41% are willing to let marketers use personal data for discounts
As the progression of digital technology facilitates access to information for individuals, companies and institutions, US internet users are growing increasingly concerned with maintaining a sense of privacy.
A study from TRUSTe conducted by Harris Interactive found that 90% of US internet users have taken action to protect their online privacy this year. This percentage is unchanged from 2012; however, these internet users are doing more in 2013 to keep their information out of advertisers’ hands.
Seventy-one percent of internet users reported that they automatically delete cookies, clear their cache or browsing history via browser settings—up 4 percentage points from 2012. An even greater share said they take privacy into their own hands, as 82% of respondents chose to manually delete cookies and clear their cache or browsing history—an increase from 79% in 2012.

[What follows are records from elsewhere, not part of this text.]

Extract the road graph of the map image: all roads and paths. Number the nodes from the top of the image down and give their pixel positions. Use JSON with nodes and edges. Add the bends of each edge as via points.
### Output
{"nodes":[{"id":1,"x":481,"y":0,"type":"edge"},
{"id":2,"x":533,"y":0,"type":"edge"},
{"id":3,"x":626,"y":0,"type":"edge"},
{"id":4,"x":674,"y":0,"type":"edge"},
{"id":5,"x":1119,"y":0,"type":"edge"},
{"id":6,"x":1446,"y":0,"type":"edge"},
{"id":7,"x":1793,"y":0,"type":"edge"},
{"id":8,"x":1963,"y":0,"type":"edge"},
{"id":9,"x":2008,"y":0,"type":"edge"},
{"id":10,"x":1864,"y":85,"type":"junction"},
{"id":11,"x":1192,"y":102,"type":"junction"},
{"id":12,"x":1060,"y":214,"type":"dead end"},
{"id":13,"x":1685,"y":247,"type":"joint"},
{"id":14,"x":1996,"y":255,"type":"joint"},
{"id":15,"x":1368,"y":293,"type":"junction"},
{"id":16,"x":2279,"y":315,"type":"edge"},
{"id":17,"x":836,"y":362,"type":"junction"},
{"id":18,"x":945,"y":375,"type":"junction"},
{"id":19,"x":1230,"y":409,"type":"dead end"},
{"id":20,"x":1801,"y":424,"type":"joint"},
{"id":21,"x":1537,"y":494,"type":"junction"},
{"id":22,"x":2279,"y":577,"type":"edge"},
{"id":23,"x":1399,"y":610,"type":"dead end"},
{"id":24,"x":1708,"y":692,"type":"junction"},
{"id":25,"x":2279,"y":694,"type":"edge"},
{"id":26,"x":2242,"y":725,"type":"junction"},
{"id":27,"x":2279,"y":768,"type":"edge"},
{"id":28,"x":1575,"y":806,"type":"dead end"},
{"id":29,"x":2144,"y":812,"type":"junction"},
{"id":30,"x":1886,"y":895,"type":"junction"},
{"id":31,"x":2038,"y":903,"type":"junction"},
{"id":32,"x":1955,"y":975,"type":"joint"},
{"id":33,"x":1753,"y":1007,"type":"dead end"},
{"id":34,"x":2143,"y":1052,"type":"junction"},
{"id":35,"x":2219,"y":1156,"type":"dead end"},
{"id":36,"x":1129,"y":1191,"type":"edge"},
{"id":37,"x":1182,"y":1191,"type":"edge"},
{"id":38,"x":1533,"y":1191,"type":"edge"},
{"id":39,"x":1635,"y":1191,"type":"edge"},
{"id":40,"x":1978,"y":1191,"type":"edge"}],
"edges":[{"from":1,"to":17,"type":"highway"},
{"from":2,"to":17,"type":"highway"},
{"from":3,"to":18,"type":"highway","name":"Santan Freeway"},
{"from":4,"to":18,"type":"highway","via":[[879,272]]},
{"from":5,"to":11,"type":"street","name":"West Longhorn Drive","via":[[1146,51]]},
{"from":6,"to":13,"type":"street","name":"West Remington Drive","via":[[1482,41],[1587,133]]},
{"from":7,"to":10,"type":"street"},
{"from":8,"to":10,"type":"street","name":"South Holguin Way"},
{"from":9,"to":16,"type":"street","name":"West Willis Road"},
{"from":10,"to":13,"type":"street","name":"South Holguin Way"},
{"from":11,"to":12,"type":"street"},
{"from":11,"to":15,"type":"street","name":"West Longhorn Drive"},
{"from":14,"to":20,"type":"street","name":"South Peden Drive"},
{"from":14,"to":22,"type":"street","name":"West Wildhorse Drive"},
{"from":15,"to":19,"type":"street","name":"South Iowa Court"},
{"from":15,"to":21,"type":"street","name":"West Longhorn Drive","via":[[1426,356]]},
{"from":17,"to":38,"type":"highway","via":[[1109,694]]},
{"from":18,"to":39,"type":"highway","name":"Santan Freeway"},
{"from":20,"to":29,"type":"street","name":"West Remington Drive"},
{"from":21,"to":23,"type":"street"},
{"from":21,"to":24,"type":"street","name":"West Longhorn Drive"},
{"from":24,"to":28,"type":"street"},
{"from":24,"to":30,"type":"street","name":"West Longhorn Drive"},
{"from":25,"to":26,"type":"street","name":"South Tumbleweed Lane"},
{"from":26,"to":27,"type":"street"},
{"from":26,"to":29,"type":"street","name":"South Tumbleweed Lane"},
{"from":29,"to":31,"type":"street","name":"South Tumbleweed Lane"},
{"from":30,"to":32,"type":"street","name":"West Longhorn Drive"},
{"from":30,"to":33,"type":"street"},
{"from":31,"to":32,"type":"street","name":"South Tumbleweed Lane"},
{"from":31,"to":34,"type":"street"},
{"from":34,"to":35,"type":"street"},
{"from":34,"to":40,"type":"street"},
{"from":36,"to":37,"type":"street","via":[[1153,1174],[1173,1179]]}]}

Furthermore, some internet users are so adamant about maintaining a certain level of privacy that they have stopped doing business with a company due to privacy concerns. In the survey, 35% of respondents reported doing so.
But there is one exception a significant portion of consumers would be OK letting marketers use their personal data for: a good deal on products and services. According to an October 2013 survey from Etailing Solutions, 41% of consumers agreed or strongly agreed that they were willing to let marketers use their personal data to provide discounts on goods and services.
The study found that younger respondents were more willing to let marketers use their personal information for discounts, with 19% percent of consumers ages 18 to 24 reporting they strongly agreed with the sentiment.